A questo proposito non posso tralasciare quanto avvenne nel 1644 dove appunto si parla di Diritti per una questione nata tra l’economo spirituale di Petroio Giovanni Cerchi, al tempo anche rettore di Basciano, e il pievano di S. Leonino (diocesi di Colle). Alla denuncia del Cerchi segue un processo dove alcuni coloni sono chiamati a testimoniare. Il fatto riguarda la morte e il seppellimento di Caterina Guerranti moglie di Francesco Sancasciani, morta nel podere di Sornano il 24 giugno 1644. La premessa al processo è la seguente:
“L’anno del Signore 1644 a dì 25 giugno
Il Rev. Sig. Giovanni Cerchi economo della parrocchiale di S. Michele Arcangiolo a Petroio Diocesi di Siena deduce a nota di V. S. Rev.ma come tale perchè il di precedente cerca le vinti un hora sendo passata a miglior vita M. Caterina moglie di Francesco San Casciani della cura di Petroio habitante a Sornano il suo corpo fu cavato dalla detta casa di detto Francesco e fu portato alla pieve di S. Leonino da pievano di detto luogo e fratelli della Compagnia del Corpus Domini pure di detto luogo di San Leonino et pressa Compagnia fu sepolto, ...... et per informatala di quanto sopra fa istanza esaminare Caterina di Santi Masini mezzaiola del Sig. Pievano Vieri di Lornano
Iacomo Guerranti e Pierantonio suo figlio nel podere di Macella Comune di S. Stefano
Francesco Sancasciani marito della morta
Camilla moglie di Domenico Mazzarri nel Podere di Lornanino
Francisca serva del detto piovano Vieri.
Dall’esame dei testi si cerca di appurare la verità dei fatti e soprattutto se siano stati calpestati diritti di giurisdizione con conseguente appropriazione indebita di tassa e cera.

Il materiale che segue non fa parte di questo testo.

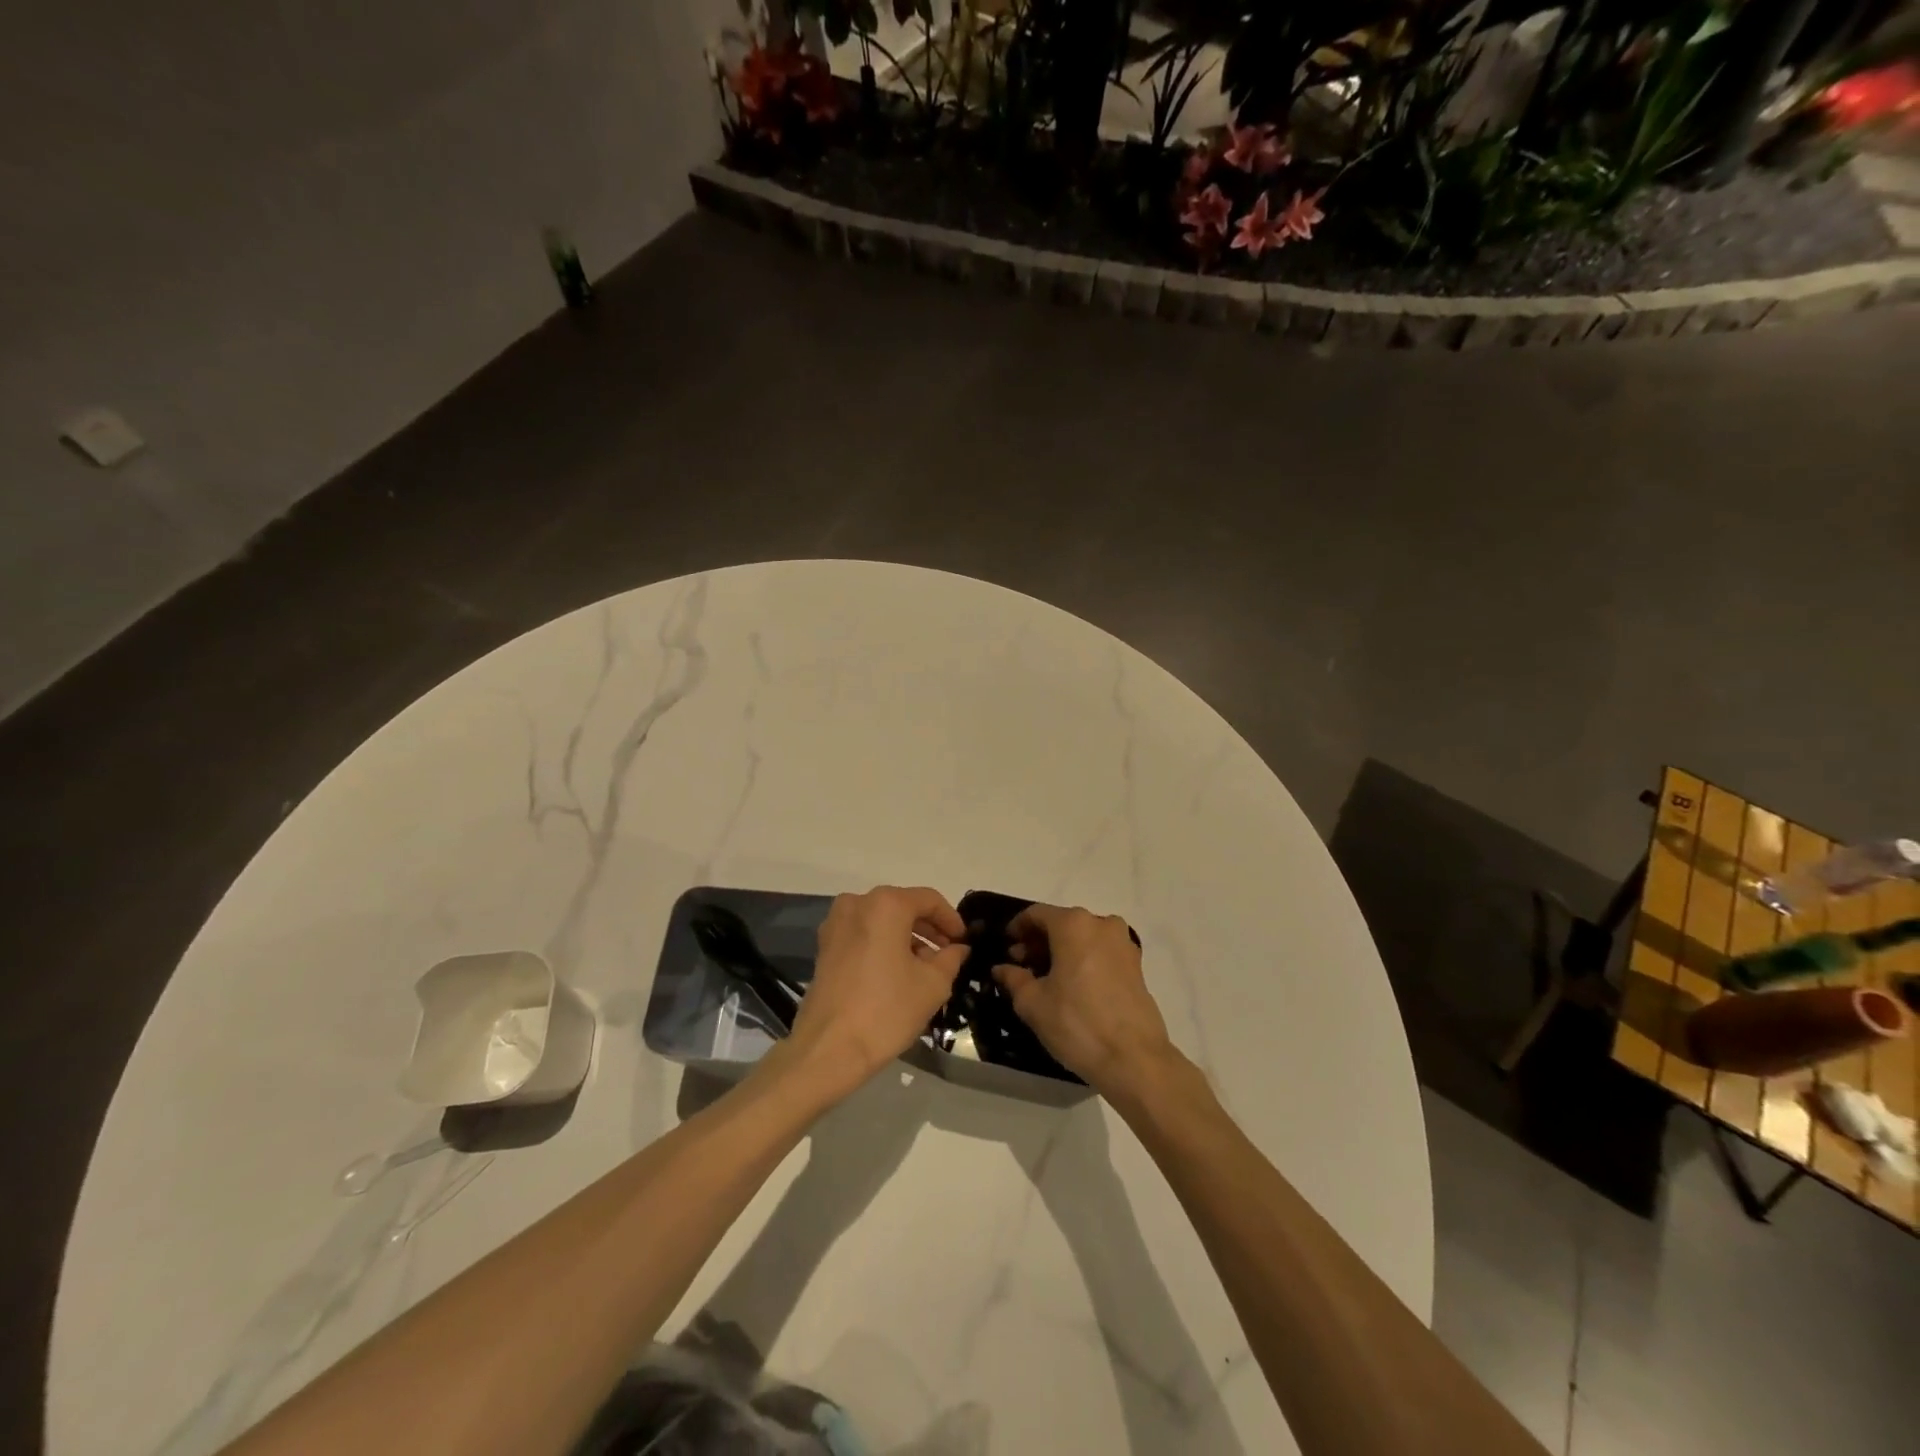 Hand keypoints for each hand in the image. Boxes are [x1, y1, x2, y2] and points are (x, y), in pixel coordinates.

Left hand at [784, 886, 967, 1100]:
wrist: (828, 1049)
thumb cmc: (887, 1010)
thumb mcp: (933, 985)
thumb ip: (951, 958)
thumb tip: (957, 948)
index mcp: (886, 904)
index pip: (929, 899)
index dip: (951, 919)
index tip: (964, 941)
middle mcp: (857, 903)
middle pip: (903, 906)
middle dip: (928, 928)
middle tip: (948, 953)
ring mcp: (836, 924)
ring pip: (881, 921)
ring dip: (906, 937)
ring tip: (925, 966)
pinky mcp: (824, 946)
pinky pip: (863, 934)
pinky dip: (883, 944)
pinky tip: (897, 972)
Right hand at [992, 904, 1176, 1095]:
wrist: (1134, 1059)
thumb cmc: (1077, 1023)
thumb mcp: (1033, 1003)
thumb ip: (1013, 979)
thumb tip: (1002, 968)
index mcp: (1074, 924)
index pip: (1036, 914)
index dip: (1017, 928)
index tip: (1006, 947)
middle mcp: (1101, 924)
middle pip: (1062, 923)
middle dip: (1039, 942)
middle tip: (1021, 967)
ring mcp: (1123, 944)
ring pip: (1083, 938)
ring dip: (1061, 951)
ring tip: (1046, 980)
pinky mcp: (1137, 966)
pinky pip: (1101, 952)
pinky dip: (1083, 960)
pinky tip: (1072, 988) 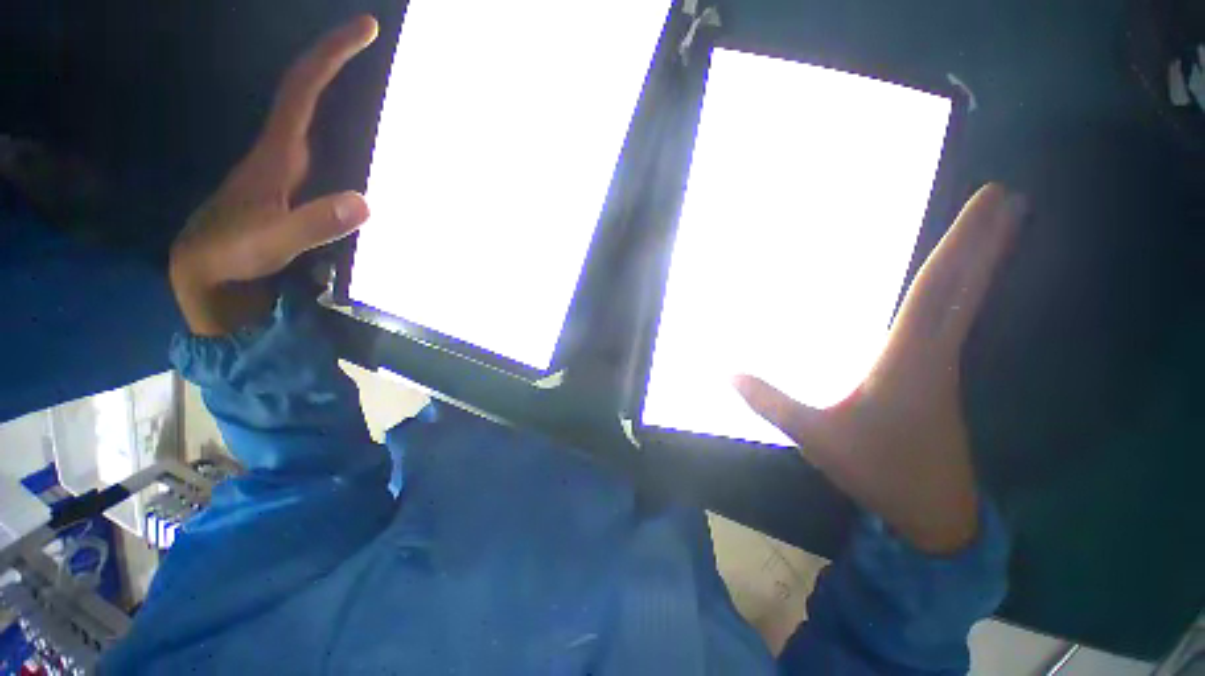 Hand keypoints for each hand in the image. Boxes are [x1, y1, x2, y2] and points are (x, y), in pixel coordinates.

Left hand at [169, 15, 378, 335]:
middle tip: (377, 45)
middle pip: (310, 92)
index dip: (333, 55)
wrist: (206, 271)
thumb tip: (366, 202)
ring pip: (317, 118)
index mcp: (277, 152)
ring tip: (384, 91)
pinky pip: (325, 148)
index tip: (366, 29)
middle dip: (342, 63)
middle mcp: (283, 149)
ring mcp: (288, 168)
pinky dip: (346, 135)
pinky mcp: (295, 187)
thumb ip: (314, 224)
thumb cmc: (231, 254)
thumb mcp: (271, 243)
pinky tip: (371, 149)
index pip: (304, 89)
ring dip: (345, 96)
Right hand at [736, 185, 1025, 554]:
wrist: (932, 515)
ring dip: (981, 265)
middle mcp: (937, 354)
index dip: (963, 244)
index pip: (938, 292)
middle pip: (964, 288)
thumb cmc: (878, 471)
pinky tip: (954, 290)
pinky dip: (961, 295)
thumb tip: (726, 372)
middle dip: (987, 241)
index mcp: (911, 360)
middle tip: (1008, 195)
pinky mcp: (941, 379)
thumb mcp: (815, 437)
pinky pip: (954, 323)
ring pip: (966, 305)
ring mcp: (944, 367)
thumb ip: (770, 402)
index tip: (993, 200)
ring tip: (996, 229) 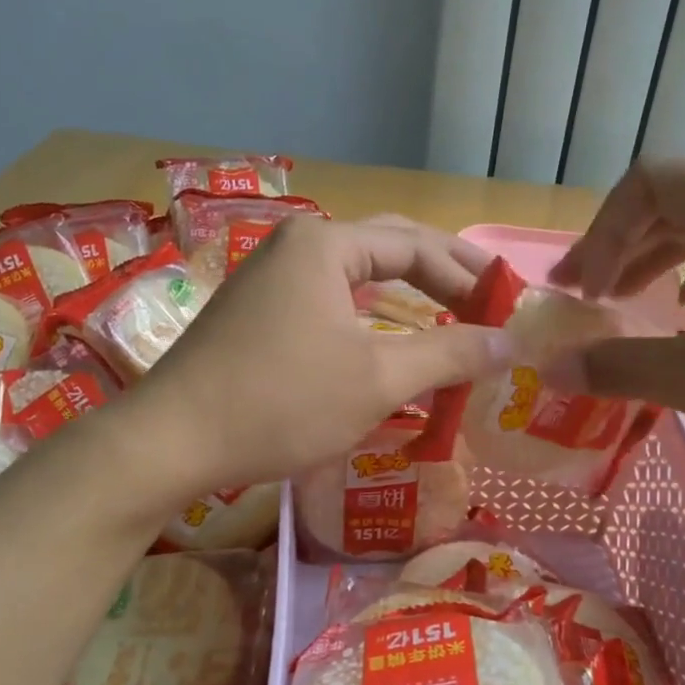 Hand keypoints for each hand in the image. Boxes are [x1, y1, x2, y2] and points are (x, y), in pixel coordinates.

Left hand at [140, 215, 513, 491]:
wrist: (172, 440)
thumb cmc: (281, 402)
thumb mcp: (377, 379)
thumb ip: (449, 355)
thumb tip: (511, 343)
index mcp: (325, 244)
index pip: (417, 246)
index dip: (470, 277)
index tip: (509, 308)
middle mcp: (297, 246)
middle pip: (388, 248)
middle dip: (442, 275)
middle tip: (489, 300)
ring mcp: (271, 278)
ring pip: (358, 276)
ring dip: (407, 295)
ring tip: (451, 317)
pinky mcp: (258, 313)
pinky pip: (331, 301)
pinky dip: (371, 317)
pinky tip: (390, 340)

Chiamato a testimoniare Francesco Sancasciani compare il 13 luglio 1644:
Francesco di Bartolomeo Sancasciani habitante a Sornano testimone come sopra precettato al quale dato il giuramento toccato e monito
D. Se sappia la causa per la quale è stato precettato à comparire in questa Corte
R. Io la cagione non la sò ma me lo immagino
D. E di questa sua immaginazione che dice
R. La mea immaginazione credo ed ha per certo della mea moglie morta.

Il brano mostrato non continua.